> **TASK PROMPT**: Please read the records below and return each line holding the string "change".

> **Stored data**:
* * * * * * *

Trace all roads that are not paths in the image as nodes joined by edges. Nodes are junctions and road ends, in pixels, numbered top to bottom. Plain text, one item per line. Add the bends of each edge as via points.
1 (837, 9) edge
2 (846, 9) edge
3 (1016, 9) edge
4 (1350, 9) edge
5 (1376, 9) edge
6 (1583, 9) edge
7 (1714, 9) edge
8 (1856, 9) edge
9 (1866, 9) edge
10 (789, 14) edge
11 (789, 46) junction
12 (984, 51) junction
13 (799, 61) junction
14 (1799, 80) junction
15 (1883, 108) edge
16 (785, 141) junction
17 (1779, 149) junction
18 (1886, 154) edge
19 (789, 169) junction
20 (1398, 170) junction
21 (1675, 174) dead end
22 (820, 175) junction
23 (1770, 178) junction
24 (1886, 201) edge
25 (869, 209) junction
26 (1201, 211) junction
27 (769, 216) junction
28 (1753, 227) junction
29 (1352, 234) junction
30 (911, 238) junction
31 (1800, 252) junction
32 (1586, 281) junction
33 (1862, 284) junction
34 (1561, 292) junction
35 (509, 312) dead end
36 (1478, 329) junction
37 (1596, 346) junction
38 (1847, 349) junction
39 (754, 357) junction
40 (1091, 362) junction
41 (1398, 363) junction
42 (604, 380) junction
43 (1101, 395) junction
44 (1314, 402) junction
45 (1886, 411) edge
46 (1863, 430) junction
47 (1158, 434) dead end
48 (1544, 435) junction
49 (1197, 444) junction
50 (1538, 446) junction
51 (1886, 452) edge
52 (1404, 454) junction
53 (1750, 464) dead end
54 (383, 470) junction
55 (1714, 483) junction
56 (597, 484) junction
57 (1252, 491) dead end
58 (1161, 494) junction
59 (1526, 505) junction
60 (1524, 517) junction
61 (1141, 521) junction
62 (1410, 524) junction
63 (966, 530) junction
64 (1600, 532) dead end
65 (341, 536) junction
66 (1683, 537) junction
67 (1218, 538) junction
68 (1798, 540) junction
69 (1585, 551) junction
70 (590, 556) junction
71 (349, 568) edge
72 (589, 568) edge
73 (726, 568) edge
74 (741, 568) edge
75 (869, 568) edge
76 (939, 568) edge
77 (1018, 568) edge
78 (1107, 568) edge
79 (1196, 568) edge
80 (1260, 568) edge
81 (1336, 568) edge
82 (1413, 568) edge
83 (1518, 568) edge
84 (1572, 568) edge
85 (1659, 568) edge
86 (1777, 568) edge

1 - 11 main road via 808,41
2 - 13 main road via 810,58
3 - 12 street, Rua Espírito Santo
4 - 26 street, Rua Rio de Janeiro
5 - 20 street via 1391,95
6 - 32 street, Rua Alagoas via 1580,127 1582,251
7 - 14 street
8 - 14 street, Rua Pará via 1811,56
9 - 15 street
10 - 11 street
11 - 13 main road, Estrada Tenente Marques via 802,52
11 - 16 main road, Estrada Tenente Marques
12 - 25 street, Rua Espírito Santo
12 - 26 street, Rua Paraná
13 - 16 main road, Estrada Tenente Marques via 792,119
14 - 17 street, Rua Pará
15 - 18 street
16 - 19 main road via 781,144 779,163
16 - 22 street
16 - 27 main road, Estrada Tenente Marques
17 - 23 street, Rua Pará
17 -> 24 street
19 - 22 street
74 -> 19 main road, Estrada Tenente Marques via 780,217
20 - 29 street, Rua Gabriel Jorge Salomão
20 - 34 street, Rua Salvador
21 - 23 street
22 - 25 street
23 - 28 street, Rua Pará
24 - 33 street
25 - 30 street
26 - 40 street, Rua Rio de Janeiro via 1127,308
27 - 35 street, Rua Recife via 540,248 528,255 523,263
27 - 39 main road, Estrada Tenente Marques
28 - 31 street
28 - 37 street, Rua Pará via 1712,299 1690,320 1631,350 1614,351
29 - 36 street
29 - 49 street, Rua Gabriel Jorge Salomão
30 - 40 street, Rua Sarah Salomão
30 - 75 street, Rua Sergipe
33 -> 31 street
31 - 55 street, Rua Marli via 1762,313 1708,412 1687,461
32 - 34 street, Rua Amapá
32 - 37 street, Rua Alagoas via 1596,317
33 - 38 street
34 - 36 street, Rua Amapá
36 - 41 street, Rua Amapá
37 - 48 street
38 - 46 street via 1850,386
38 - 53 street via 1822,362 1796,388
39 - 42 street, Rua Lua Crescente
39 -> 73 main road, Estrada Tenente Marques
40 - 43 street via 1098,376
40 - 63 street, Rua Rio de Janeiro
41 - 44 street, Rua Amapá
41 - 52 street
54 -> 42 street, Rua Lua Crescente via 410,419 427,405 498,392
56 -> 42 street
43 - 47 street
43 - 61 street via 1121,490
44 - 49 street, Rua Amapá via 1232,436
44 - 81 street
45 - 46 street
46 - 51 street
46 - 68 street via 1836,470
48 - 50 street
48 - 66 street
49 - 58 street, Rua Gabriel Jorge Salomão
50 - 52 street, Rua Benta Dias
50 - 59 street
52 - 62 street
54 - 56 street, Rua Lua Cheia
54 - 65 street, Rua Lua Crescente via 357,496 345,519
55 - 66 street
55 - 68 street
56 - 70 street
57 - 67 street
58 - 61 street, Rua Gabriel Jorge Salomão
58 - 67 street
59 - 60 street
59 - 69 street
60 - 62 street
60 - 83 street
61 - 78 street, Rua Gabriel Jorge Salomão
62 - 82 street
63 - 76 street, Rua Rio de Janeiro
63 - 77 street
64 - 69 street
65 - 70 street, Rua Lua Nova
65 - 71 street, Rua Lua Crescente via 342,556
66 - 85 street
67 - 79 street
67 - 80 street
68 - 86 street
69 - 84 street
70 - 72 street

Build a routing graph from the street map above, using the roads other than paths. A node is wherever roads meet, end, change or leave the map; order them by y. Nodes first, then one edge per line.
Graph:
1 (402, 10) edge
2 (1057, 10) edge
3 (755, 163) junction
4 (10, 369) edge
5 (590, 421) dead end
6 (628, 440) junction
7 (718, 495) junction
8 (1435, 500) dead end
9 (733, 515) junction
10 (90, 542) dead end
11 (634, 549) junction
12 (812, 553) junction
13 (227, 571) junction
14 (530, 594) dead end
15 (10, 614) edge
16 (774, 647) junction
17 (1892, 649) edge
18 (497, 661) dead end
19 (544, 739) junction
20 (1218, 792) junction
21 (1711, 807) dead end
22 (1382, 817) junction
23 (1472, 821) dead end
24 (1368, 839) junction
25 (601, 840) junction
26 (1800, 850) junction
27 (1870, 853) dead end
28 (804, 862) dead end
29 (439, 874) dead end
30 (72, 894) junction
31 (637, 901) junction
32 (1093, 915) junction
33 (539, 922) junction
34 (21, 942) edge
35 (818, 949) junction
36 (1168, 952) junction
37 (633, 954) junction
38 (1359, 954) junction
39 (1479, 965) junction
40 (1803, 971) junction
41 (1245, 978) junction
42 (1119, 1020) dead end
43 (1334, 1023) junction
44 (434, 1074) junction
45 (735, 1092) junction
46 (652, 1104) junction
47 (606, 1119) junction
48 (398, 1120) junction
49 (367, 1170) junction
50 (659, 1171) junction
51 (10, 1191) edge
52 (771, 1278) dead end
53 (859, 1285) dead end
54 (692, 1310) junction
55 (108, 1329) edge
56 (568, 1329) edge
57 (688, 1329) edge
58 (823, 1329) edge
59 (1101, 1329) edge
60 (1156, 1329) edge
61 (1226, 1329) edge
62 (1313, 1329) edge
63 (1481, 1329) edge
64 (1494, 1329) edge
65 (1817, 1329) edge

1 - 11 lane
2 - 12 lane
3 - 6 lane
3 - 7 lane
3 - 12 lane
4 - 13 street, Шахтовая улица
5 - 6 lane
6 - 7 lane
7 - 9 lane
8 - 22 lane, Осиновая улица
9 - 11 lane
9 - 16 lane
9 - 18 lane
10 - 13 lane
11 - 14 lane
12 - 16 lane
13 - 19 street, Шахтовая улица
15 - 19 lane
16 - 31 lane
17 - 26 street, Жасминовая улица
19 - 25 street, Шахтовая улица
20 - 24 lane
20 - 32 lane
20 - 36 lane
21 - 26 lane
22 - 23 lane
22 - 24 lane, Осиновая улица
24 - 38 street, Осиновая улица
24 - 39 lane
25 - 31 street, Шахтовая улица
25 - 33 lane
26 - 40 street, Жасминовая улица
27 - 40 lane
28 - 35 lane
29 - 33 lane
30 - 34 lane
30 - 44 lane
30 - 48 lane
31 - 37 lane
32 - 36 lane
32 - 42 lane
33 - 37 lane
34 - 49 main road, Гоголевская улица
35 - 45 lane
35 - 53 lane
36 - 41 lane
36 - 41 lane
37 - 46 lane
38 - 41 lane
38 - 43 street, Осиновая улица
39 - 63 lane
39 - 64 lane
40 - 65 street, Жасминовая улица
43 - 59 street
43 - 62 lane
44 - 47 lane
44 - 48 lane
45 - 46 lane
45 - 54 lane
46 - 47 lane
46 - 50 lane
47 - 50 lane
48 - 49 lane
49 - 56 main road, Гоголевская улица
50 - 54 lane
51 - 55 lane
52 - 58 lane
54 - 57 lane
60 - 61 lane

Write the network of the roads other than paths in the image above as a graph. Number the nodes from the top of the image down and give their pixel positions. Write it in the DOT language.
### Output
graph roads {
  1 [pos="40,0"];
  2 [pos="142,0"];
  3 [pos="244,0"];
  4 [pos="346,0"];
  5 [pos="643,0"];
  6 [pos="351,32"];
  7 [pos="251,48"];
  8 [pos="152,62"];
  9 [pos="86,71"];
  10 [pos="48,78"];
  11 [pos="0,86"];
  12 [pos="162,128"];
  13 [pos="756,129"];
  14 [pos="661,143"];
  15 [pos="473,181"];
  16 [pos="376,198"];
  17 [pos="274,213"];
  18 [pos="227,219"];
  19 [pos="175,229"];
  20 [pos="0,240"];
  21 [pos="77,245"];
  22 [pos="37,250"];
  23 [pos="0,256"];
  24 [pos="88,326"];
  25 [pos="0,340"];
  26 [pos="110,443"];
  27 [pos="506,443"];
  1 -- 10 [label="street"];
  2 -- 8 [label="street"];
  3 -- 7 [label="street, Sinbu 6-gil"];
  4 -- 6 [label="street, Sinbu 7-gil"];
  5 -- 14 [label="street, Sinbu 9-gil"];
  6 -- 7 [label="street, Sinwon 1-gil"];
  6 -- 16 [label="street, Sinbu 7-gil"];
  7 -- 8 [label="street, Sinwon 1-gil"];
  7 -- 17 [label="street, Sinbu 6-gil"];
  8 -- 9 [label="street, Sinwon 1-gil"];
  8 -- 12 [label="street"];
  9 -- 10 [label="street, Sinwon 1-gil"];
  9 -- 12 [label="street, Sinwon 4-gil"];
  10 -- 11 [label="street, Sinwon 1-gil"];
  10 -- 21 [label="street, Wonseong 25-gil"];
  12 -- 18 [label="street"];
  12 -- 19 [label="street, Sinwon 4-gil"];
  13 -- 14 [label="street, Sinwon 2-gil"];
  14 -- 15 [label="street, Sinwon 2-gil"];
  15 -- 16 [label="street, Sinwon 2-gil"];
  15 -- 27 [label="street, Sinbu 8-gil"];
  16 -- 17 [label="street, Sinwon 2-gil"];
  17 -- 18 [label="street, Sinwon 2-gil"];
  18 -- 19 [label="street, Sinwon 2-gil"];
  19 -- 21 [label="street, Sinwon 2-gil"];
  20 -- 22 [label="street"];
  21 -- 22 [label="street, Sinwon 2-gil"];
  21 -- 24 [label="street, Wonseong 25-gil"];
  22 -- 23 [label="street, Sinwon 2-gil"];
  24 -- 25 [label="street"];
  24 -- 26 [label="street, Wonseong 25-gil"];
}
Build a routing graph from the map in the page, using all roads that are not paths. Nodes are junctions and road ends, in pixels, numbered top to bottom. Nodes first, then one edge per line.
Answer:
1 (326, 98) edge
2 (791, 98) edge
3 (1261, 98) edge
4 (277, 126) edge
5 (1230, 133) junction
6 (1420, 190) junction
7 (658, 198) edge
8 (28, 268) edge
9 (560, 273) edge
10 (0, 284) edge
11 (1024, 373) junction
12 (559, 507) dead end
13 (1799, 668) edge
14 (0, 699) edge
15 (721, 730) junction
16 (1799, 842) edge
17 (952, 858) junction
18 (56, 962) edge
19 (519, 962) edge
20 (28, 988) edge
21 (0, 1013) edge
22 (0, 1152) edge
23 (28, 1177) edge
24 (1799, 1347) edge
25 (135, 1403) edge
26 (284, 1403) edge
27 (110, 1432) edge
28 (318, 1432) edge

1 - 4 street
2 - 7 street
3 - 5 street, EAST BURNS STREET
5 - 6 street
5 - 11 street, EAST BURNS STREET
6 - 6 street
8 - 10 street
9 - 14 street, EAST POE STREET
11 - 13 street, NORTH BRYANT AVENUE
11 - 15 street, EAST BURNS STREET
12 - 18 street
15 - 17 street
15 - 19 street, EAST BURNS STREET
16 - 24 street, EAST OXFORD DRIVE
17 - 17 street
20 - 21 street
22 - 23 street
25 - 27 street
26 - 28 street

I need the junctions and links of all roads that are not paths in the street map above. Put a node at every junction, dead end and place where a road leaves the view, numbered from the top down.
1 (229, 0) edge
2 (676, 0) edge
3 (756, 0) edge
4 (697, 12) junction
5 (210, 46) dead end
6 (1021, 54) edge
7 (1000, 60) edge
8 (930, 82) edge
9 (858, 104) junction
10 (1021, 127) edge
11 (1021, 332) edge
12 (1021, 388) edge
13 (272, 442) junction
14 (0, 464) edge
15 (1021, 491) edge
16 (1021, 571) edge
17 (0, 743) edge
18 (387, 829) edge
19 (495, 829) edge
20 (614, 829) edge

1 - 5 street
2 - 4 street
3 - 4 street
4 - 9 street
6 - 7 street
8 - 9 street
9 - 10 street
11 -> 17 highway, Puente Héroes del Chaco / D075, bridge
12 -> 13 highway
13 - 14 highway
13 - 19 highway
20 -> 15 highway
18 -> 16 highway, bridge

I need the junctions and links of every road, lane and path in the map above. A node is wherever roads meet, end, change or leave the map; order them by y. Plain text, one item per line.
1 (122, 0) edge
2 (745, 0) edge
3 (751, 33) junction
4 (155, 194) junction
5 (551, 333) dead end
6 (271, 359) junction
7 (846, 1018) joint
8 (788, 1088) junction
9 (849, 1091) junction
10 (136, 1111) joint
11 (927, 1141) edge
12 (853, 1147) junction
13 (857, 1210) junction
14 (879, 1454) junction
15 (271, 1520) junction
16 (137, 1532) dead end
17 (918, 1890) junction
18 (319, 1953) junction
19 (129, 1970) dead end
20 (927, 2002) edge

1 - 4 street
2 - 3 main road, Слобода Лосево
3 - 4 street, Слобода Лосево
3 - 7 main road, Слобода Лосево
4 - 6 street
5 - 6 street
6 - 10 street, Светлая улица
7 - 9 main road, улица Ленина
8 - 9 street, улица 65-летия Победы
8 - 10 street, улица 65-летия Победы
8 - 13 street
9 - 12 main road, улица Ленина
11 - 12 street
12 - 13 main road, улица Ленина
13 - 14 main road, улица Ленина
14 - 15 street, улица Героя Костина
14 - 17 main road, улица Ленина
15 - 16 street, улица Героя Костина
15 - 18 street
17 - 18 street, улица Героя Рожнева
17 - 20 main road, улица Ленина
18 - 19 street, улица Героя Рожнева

* * * * * * *

> **SOLUTION BELOW**:
Build a routing graph from the street map above, using the roads other than paths. A node is wherever roads meet, end, change or leave the map; order them by y. Nodes first, then one edge per line.
I need the junctions and links of every road, lane and path in the map above. A node is wherever roads meet, end, change or leave the map; order them by y. Plain text, one item per line.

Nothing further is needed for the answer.